• U.S.

The Theatre: Orange Juice

2 minute read
TIME

Among the departments in Cornell University’s College of Home Economics, one is concerned exclusively with family life. A professor in this department is tiny, motherly Mrs. Ethel B. Waring. Last week Professor Waring gave U. S. mothers a formula, in nine neat points, to solve a baffling problem: how to get Junior to drink his orange juice (or eat his spinach). It took Mrs. Waring 15 years to develop her formula. In the college’s laboratory nursery school, she one day decided to take sound movies (unobserved) of her tots’ behavior. She found the movies illuminating. Eventually she made a reel showing the right and the wrong way to approach her central problem—orange juice. First scene, picturing a young mother’s desperate attempt, ends with her youngster screaming, the orange juice untouched. Second scene shows a teacher whose timing is expert, ends with smiling Junior drinking it all up. In the third scene the mother, now better informed, also succeeds.

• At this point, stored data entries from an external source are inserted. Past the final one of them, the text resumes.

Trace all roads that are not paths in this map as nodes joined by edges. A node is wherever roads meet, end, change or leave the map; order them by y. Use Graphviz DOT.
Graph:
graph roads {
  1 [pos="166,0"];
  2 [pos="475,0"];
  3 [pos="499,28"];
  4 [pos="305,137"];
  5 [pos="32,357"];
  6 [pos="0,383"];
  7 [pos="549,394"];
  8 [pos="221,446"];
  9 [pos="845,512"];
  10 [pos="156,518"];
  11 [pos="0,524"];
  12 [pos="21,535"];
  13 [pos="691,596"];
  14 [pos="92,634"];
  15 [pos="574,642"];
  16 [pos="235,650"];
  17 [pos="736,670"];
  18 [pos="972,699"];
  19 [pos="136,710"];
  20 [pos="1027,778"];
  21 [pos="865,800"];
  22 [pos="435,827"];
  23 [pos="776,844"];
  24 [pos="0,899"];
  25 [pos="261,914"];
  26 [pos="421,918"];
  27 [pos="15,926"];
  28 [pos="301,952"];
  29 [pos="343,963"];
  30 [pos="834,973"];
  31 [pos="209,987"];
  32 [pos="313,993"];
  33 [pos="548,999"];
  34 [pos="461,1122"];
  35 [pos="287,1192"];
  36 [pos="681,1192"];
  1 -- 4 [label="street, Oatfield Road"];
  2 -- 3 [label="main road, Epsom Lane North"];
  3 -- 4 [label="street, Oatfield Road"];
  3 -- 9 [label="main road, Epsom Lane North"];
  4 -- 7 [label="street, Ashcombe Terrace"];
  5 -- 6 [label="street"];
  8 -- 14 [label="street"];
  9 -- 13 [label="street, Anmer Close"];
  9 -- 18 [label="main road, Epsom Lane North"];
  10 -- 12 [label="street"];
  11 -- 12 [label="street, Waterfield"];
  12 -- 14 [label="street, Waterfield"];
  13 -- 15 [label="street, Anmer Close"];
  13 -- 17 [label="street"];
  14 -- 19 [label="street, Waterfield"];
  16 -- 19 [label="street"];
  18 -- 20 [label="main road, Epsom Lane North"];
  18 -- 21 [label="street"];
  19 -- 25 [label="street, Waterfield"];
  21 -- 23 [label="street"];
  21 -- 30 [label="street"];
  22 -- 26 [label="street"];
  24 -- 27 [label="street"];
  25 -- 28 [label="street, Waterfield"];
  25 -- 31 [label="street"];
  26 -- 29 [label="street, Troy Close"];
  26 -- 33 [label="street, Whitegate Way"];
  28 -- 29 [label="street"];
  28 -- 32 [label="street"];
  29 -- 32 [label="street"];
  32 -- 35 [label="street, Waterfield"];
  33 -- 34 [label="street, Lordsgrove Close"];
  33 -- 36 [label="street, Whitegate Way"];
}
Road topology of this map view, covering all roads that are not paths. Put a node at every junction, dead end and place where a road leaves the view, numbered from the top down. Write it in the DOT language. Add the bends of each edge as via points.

Mrs. Waring’s nine stages (the plan does not work if their order is changed):

1) Watch and wait; Junior may drink by himself. (This one did not.)

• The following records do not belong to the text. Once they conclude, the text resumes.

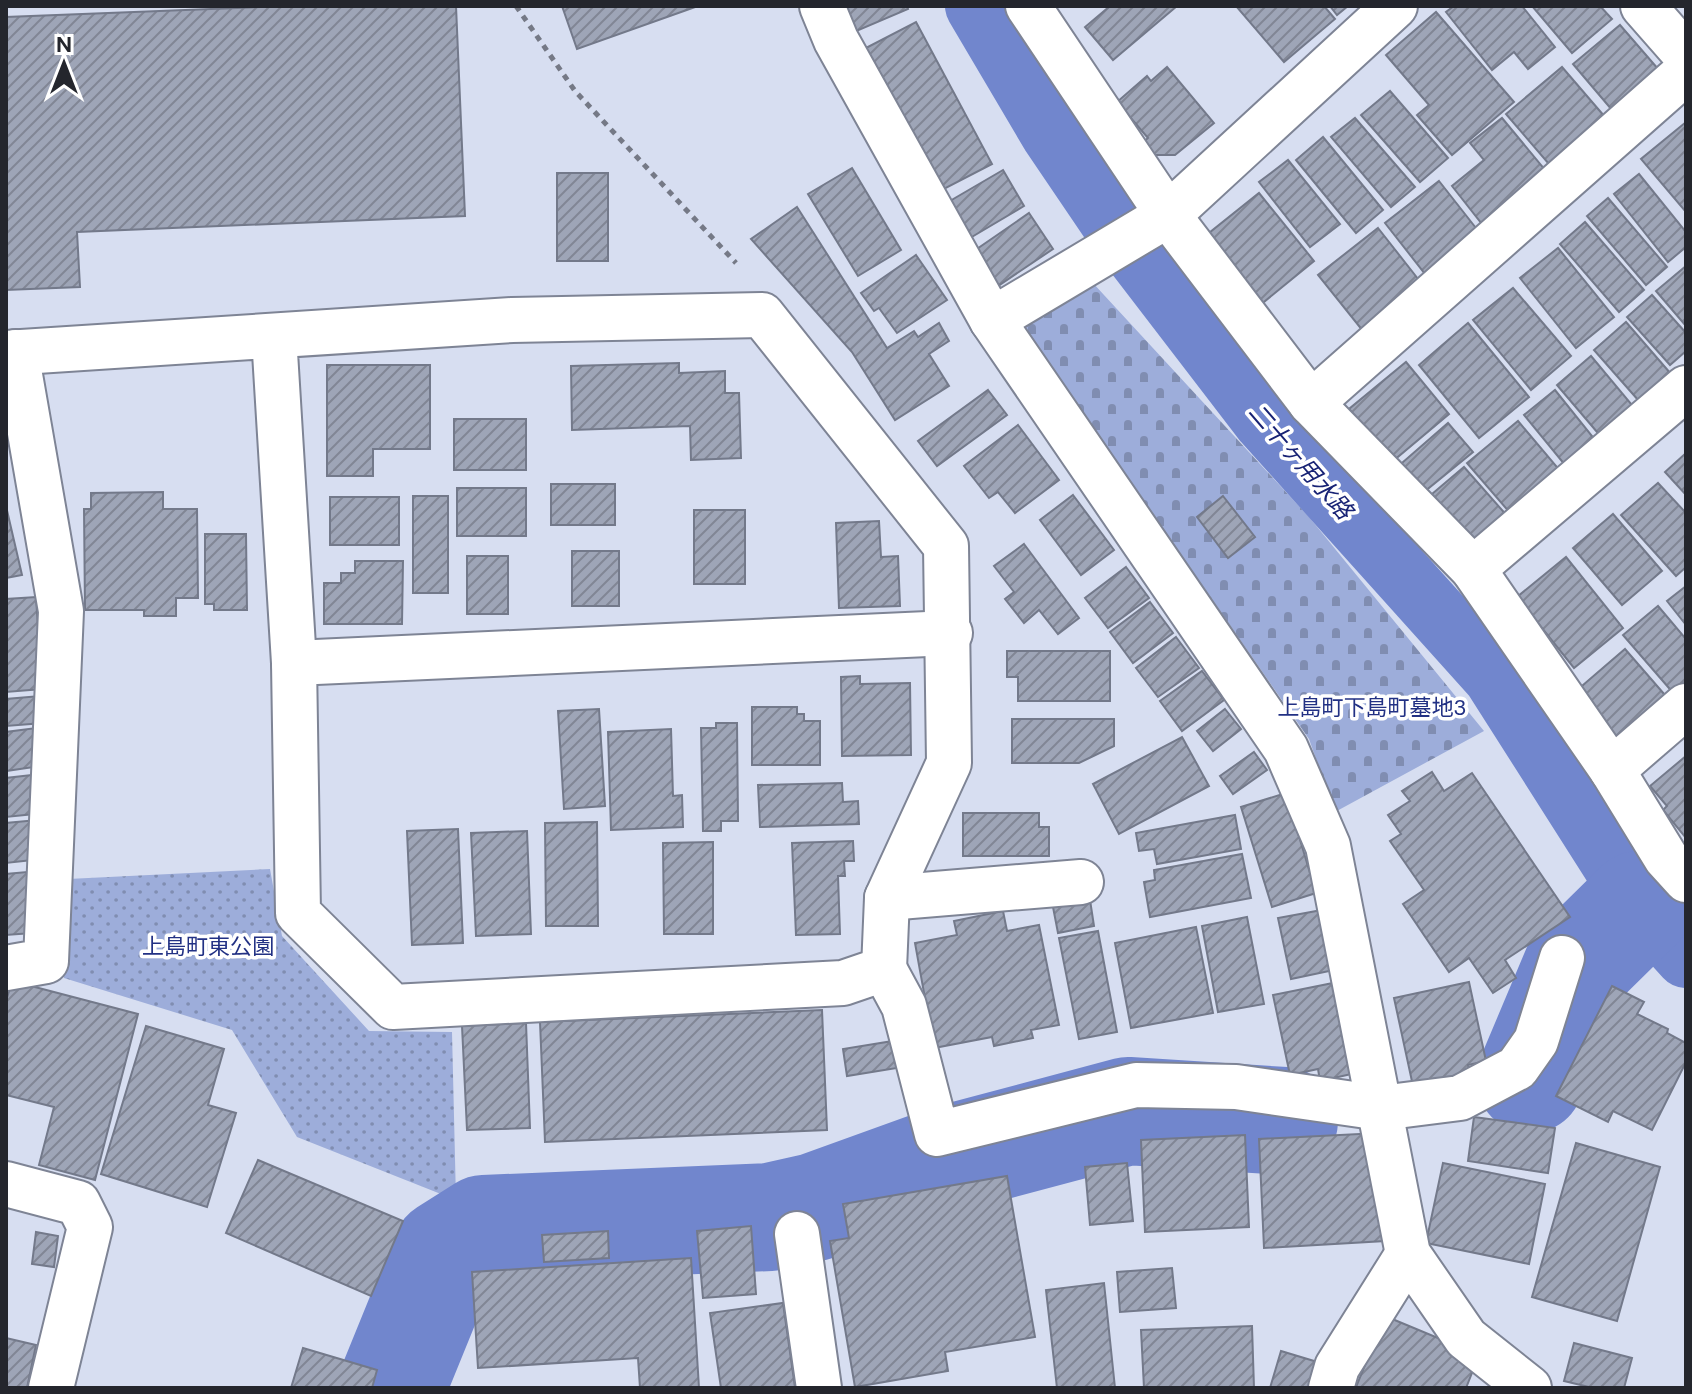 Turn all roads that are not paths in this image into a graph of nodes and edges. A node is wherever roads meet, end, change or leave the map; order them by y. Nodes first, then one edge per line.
1 (822, 6) edge
2 (1028, 6) edge
3 (1395, 6) edge
4 (1643, 6) edge
5 (1686, 55) edge
6 (1686, 72) edge
7 (1151, 226) junction
8 (992, 320) junction
9 (274, 336) junction
10 (11, 352) edge
11 (1686, 388) edge
12 (1311, 403) junction
13 (1473, 569) junction
14 (950, 633) junction
15 (294, 663) junction
16 (1686, 706) edge
17 (1612, 770) junction
18 (1686, 880) edge
19 (1081, 882) dead end
20 (887, 898) junction
21 (1562, 958) dead end
22 (6, 968) edge
23 (884, 969) junction
24 (1381, 1108) junction
25 (6, 1184) edge
26 (797, 1234) dead end
27 (1408, 1254) junction
28 (51, 1388) edge
29 (819, 1388) edge
30 (1331, 1388) edge
31 (1529, 1388) edge

1 - 8 street
2 - 7 street
3 - 7 street
4 - 5 street
6 - 12 street
7 - 8 street
7 - 12 street
8 - 24 street
9 - 10 street
9 - 14 street
9 - 15 street
10 - 22 street
11 - 13 street
12 - 13 street
13 - 17 street
14 - 15 street
14 - 20 street
15 - 23 street
16 - 17 street
17 - 18 street
19 - 20 street
20 - 23 street
21 - 24 street
23 - 24 street
24 - 27 street
25 - 28 street
26 - 29 street
27 - 30 street
27 - 31 street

2) Ignore undesirable behavior. (Junior pointed to pictures on the wall.)

3) Put yourself on his level. (Mother sat at table with Junior.)

4) Approve what he does well. (Junior grasped cup; mother nodded, smiled.)

5) On a particularly difficult or disliked undertaking, give more help than is needed. (Mother helped Junior lift cup.)

6) Prepare for success and direct the child confidently. (Junior seemed about to drink.)

7) Let him alone if he needs no more help. (Junior pondered, put cup down again, appeared to forget it.)

8) Give increasing help, more specific directions. (Mother firmly showed Junior how to pick up cup, put it to his lips.)

9) Withdraw aid gradually, let child realize he is doing it himself. (Mother soft-pedaled her urgings, beamed confidently. At length, in his own good time, Junior laughed, seized the cup, drained it.)